The rapid spread of China’s coronavirus shocked the investors worldwide, as stock markets remained remarkably lower on Monday. Chinese officials stated that the death toll of coronavirus rose to 80 at the end of Sunday, with over 2,700 infected.
The fifth case of the U.S. has also been confirmed, and the virus has been reported in South Korea, Singapore, Australia, France, Canada, Malaysia, Japan and Vietnam.
The pan-European Stoxx 600 fell 1.7% early in the trading session, while in the U.S., Dow Futures dropped 1.3% or 384 points at the open on Wall Street.
While most of the Asian markets remained closed for the Lunar New Year, Japan’s Topix fell by more than 1.6% while the Nikkei 225 slipped 2%.
The blow from risk comes amid worries about a likely economic fallout from the coronavirus, with experts recalling the disaster of SARS crisis that happened during 2013. Chinese top health officials said at a press conference on Sunday that virus’s ability to transmit is strengthening.
In a note, early Monday, Danske Bank Chief Analyst Allen von Mehren demonstrated that China’s economy is possibly receiving a temporary hit and a likely GDP reduction of approximately one point in the first half of 2020.
“The SARS spread lasted three to four months, but it’s hard to say if this is any guide. While the authorities’ response is faster, the new virus appears to be spreading faster. It is too soon to say when it will get under control,” von Mehran said.
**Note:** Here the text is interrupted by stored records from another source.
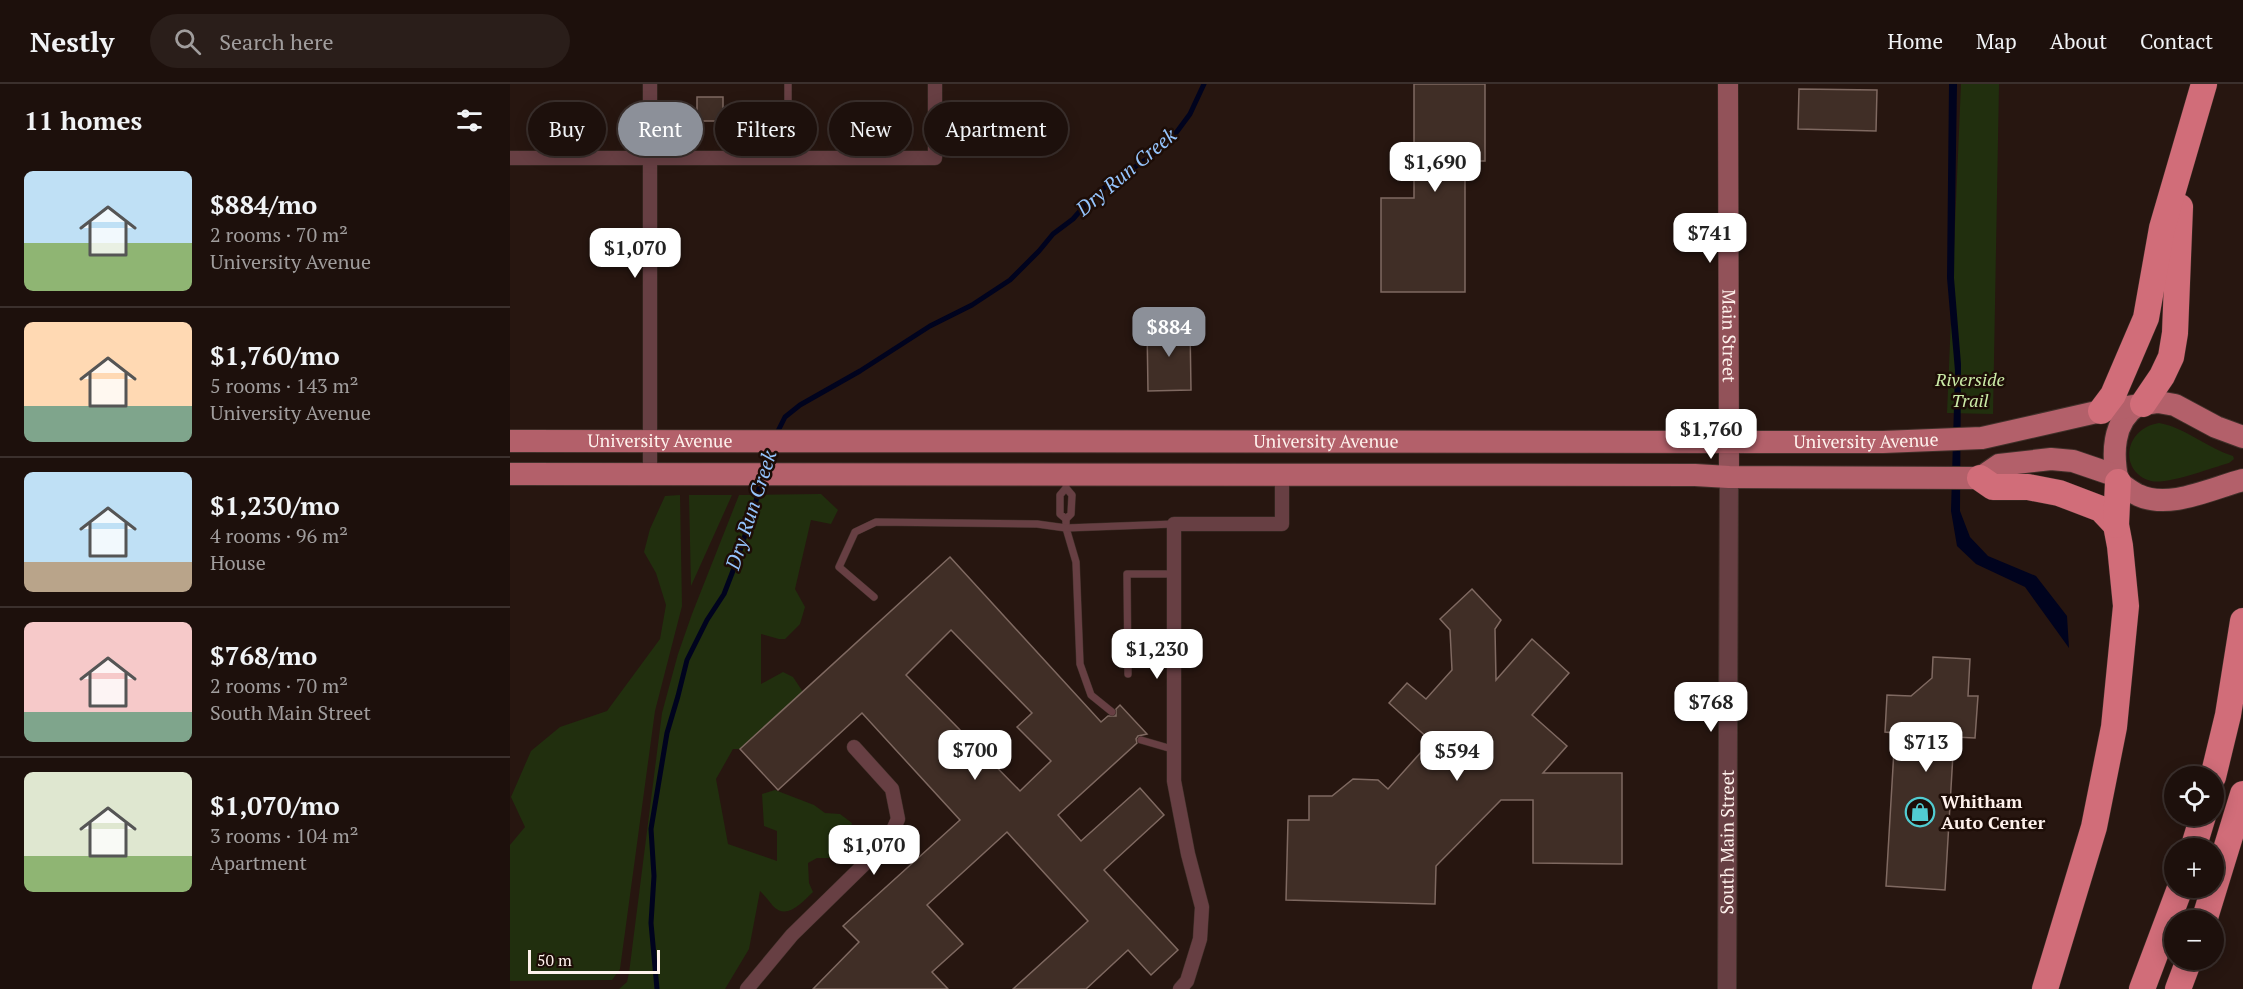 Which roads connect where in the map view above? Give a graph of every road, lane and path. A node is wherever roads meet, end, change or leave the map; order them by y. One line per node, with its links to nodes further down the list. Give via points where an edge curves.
1 (650, 84): 7 (street)
2 (788, 84): 8 (lane)
3 (935, 84): 8 (street, via 935,158)
4 (1728, 84): 15 (main road, Main Street)
5 (2204, 84): 9 (highway)
6 (510, 158): 7 (street)
7 (650, 158): 8 (street); 13 (street)
8 (788, 158)
9 (2183, 159): 10 (highway, via 2171,357); 11 (highway, via 2162,228 2146,318 2113,395)
10 (2140, 405): 11 (main road, University Avenue); 12 (main road, University Avenue, via 2175,405 2216,428); 21 (main road, via 2127,412 2115,441)
11 (2101, 411): 15 (main road, University Avenue, via 1982,438)
12 (2243, 437)
13 (650, 440): 14 (main road, University Avenue); 15 (main road, University Avenue); 16 (street)
14 (510, 441)
15 (1729, 443): 19 (main road, South Main Street)
16 (650, 473): 17 (main road, University Avenue); 23 (main road, University Avenue)
17 (510, 474)
18 (1282, 476): 19 (main road, University Avenue); 23 (main road, University Avenue); 25 (street, via 1282,524)
19 (1730, 477): 20 (main road, University Avenue); 43 (street, South Main Street)
20 (1980, 478): 21 (main road, University Avenue, via 1999,465 2051,459 2073,461); 26 (highway, via 1993,487 2028,487 2059,493 2101,509)
21 (2118, 479): 22 (main road, University Avenue, via 2138,495 2155,500 2179,498); 26 (highway)
22 (2243, 480)
23 (1066, 481): 24 (lane, via 1072,495 1071,514); 24 (lane, via 1060,495 1060,514)
24 (1066, 519): 27 (lane)
25 (1174, 524): 27 (lane); 28 (street)
26 (2116, 525): 44 (highway, via 2126,606 2114,727 2094,827)
27 (1066, 528): 29 (lane, via 1037,524 876,522 855,532 839,567); 32 (lane, via 1076,562 1080,664 1091,694)
28 (1173, 574): 31 (lane, via 1127,574); 35 (street)
29 (874, 597)
30 (2243, 621): 36 (highway)
31 (1128, 674)
32 (1112, 712)
33 (1141, 740): 35 (lane)
34 (854, 747): 41 (street, via 892,789 897,819 888,841 792,935)
35 (1172, 749): 42 (street, via 1176,791 1202,907 1200,939 1187,981)
36 (2216, 766)
37 (2243, 794): 39 (highway)
38 (2176, 898): 45 (highway)
39 (2207, 910)
40 (2185, 970): 46 (highway)
41 (747, 989)
42 (1180, 989)
43 (1727, 989)
44 (2045, 989)
45 (2142, 989)
46 (2178, 989)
Traditional so-called safe-haven assets soared on Monday. Spot gold was trading up by roughly 0.78% at just under $1,582.6 a troy ounce early session in the European markets. The Japanese yen changed hands at 108 against the dollar.
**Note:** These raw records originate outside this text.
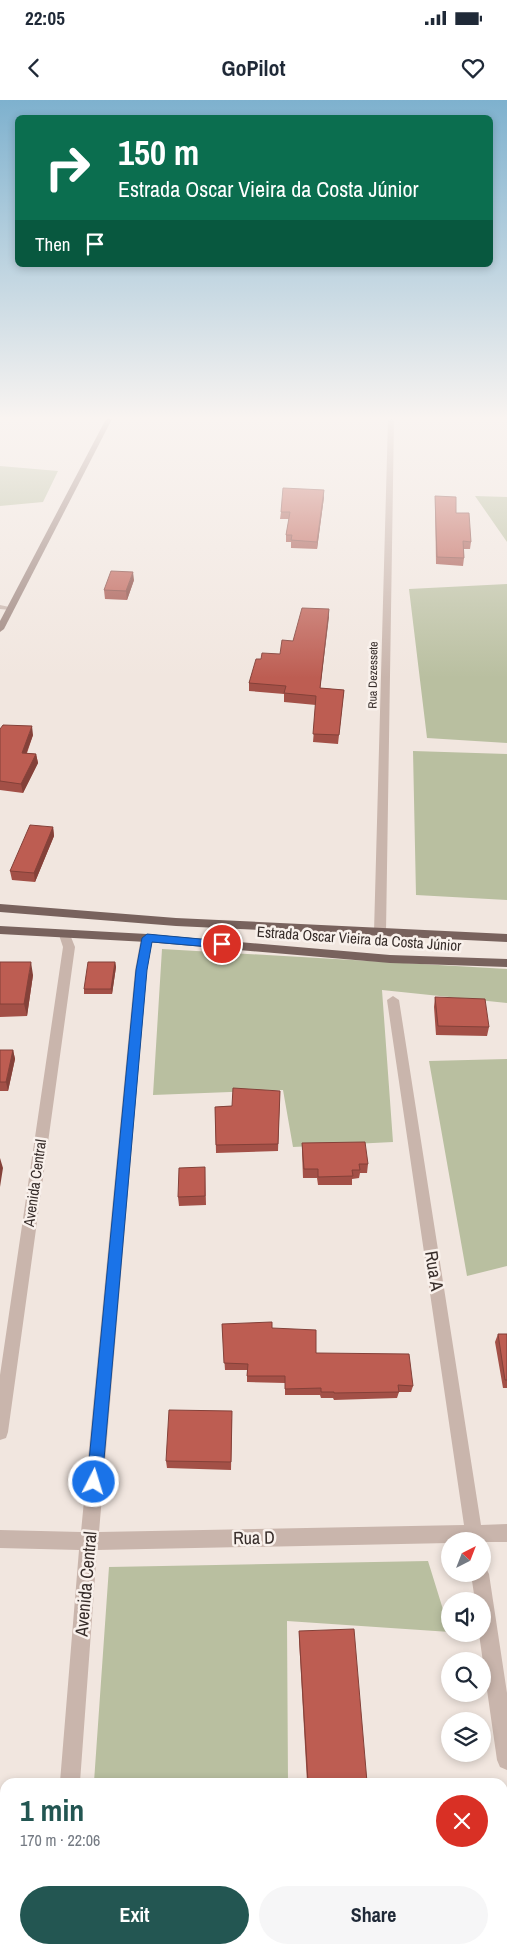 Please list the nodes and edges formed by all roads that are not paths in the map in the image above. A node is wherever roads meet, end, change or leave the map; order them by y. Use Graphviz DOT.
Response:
graph roads {
  1 [pos="64,505"];
  2 [pos="389,505"];
  3 [pos="0,607"];
  4 [pos="10,608"];
  5 [pos="0,629"];
  6 [pos="0,908"];
  7 [pos="0,930"];
  8 [pos="380,932"];
  9 [pos="65,935"];
  10 [pos="147,938"];
  11 [pos="507,938"];
  12 [pos="507,963"];
  13 [pos="393,1000"];
  14 [pos="0,1432"];
  15 [pos="473,1532"];
  16 [pos="507,1533"];
  17 [pos="491,1535"];
  18 [pos="441,1538"];
  19 [pos="0,1539"];
  20 [pos="89,1541"];
  21 [pos="481,1582"];
  22 [pos="507,1760"];
  23 [pos="70,1778"];
  1 -- 4 [label="main road"];
  2 -- 8 [label="street, Rua Dezessete"];
  3 -- 4 [label="street"];
  4 -- 5 [label="main road"];
  6 -- 8 [label="main road, Estrada Oscar Vieira da Costa Júnior"];
  7 -- 9 [label="main road, Estrada Oscar Vieira da Costa Júnior"];
  8 -- 11 [label="main road, Estrada Oscar Vieira da Costa Júnior"];
  9 -- 10 [label="main road, Estrada Oscar Vieira da Costa Júnior"];
  9 -- 14 [label="street, Avenida Central"];
  10 -- 12 [label="main road, Estrada Oscar Vieira da Costa Júnior"];
  10 -- 20 [label="street, Avenida Central"];
  13 -- 15 [label="street, Rua A"];
  16 -- 17 [label="street, Rua D"];
  18 -- 20 [label="street, Rua D"];
  19 -- 20 [label="street, Rua D"];
  20 -- 23 [label="street, Avenida Central"];
  21 -- 22 [label="street"];
}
The Swiss franc also stayed among the strongest-performing currencies.
Government debt prices experienced a surge too, sending bond yield falling.
The yield on the benchmark U.S. 1-year Treasury note dropped to 1.6218% to reach its lowest since October, while the 30-year Treasury bond yield glided to 2.0825%.
The yield on the U.K. 10-year Gilt plummeted to 0.543% while the German 10-year Bund fell to -0.3550%, their lowest since October 10.
Danske Bank estimated that the Chinese service sector is highly likely to get the major hit this time around – and is much greater than it was during the SARS epidemic – now standing at 54% of GDP compared to 42% in 2003.
From a global perspective, Chinese now accounts for about 19% of the global economy in purchasing power parity (PPP) adjusted terms versus 9% in 2003.
A modifying factor could be that the import content of the service sector is largely smaller than in manufacturing, but the uncertainty is expected to create some worldwide economic spillover, von Mehren explained.
“Hence, there’s a clear chance that the anticipated recovery in growth and PMIs (Purchasing Manager’s Index) could be a bit delayed or at least be muted. As in China, the impact should be temporary, though,” Danske Bank Chief suggested.
He further added that “We’re currently in uncharted waters as a virus of this disaster has not taken place in the more advanced economy that China is today, with much broader transport networks and being more integrated with the worldwide economy.”